In a mobile communication system, a communication terminal apparatus, when the power is turned on, searches for a cell to which it belongs (i.e. initial cell search), and searches for the cells as it moves across the cells (i.e. idle period cell search). Below, a cell search method in a mobile communication system of a W-CDMA/TDD scheme will be explained.
Every cell in a mobile communication system is assigned a scrambling code and a code group that corresponds to the scrambling code. As for the code group, there are four combinations of mid-ambles and scramble codes assigned such that they are not erroneously identified between neighboring cells.
Moreover, as shown in the control signal frame configuration diagram of FIG. 1, using predetermined slots in a frame (#0 and #8 in FIG. 1), by the timing toffset which is offset from the top of a slot by a predetermined time, a base station apparatus transmits the first synchronization channel (Primary Synchronization Code Channel: Cp) that is common to all cells, and the second synchronization channels (Secondary Synchronization Code Channel: Cs) that carry three codes to express a code group, simultaneously. As for the second synchronization channels, selecting 3 types from 17 types gives 4913=173 combinations, and out of these, the 32 least error detection types are used to express a code group.
Moreover, a second synchronization channel, Csj (j=1, 2, 3), is subjected to modulation that is 90°×n (n=0, 1, 2, 3) to the phase of the first synchronization channel Cp upon transmission. bj in FIG. 1 denotes the phase rotation amount in each second synchronization channel in relative to the phase of the first synchronization channel Cp.
As for the cells, these can be selected from Case 1, where synchronization channels are transmitted using one portion (the kth slot) of a frame (10 ms), and from Case 2, where synchronization channels are transmitted using two portions (the kth slot and the k+8th slot) of a frame (k is a whole number from 0 to 7).
When performing an initial cell search, for the first step, a communication terminal apparatus performs the correlation calculation of the first synchronization channel, and detects the timing giving the largest correlation value (hereinafter “peak timing”) as a slot timing.
Next, for the second step, the communication terminal apparatus performs the correlation calculation of 17 types of second synchronization channels and identifies the three types of second synchronization channels being transmitted from a base station apparatus. When identifying these second synchronization channels, the communication terminal apparatus uses 4-frame signals for Case 1, and 2-frame signal for Case 2. Then, the communication terminal apparatus identifies the code group assigned to its cell based on the phase rotation amount in four frames of the identified three types of second synchronization channels and the time offset value toffset of the synchronization channels from the top of a slot, and thus detects the timing of a frame top.
Finally, for the third step, the communication terminal apparatus performs the correlation calculation of the four types of mid-ambles belonging to the identified code group, and identifies the mid-amble and scrambling code assigned to its cell. Incidentally, to improve the characteristics of this mid-amble detection, the communication terminal apparatus performs wireless communication while synchronizing with the base station through AFC (Automatic Frequency Control).
In a mobile communication system of a W-CDMA/TDD scheme, thus, a communication terminal apparatus performs an initial cell search (scrambling code identification) in three steps.

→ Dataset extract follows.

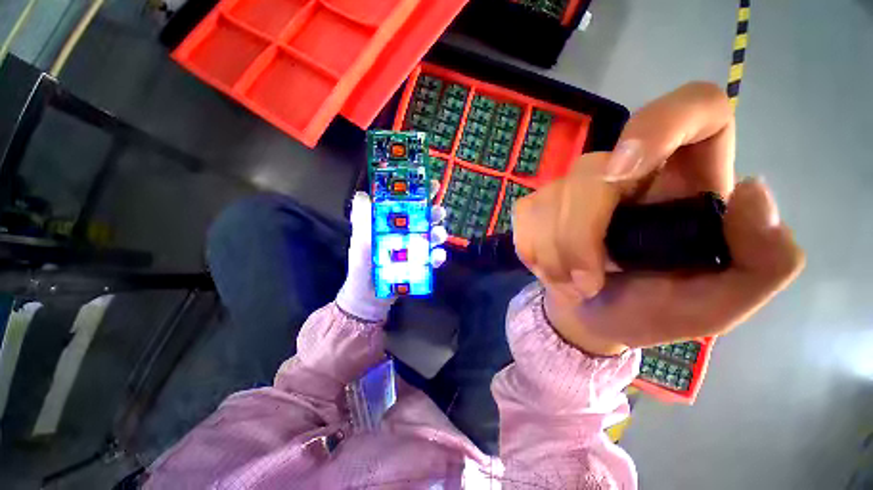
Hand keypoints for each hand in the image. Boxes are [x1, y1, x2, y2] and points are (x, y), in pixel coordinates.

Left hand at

Now, in the above cell search, a communication terminal apparatus is not frequency-synchronized with a base station, and so the oscillators in these apparatus have different oscillation frequencies, thus measuring one frame time differently.
However, since a conventional cell search method does not take the difference between frame times measured by a communication terminal and a base station apparatus into consideration, in the second step, correlation calculation is performed at a wrong timing that is off the peak timing.
For instance, if the one-frame time measured by a base station serves as a standard, and, in comparison thereto, the one-frame time measured by a communication terminal is shorter than that by the above base station by α[s], the communication terminal apparatus, in the second step, develops the difference from the peak timing by α[s] for every frame. If second synchronization channels are identified over four frames, a difference of maximum 4α[s] can result. In case this error develops large (greater than ½ chip time, for instance), the communication terminal apparatus becomes incapable of peak detection and detecting second synchronization channels.
Moreover, if the difference between the oscillation frequencies of the oscillators in a communication terminal apparatus and a base station apparatus grows large, the accuracy of synchronization detection in the early stages of AFC in the third step decreases, thereby making accurate mid-amble detection difficult.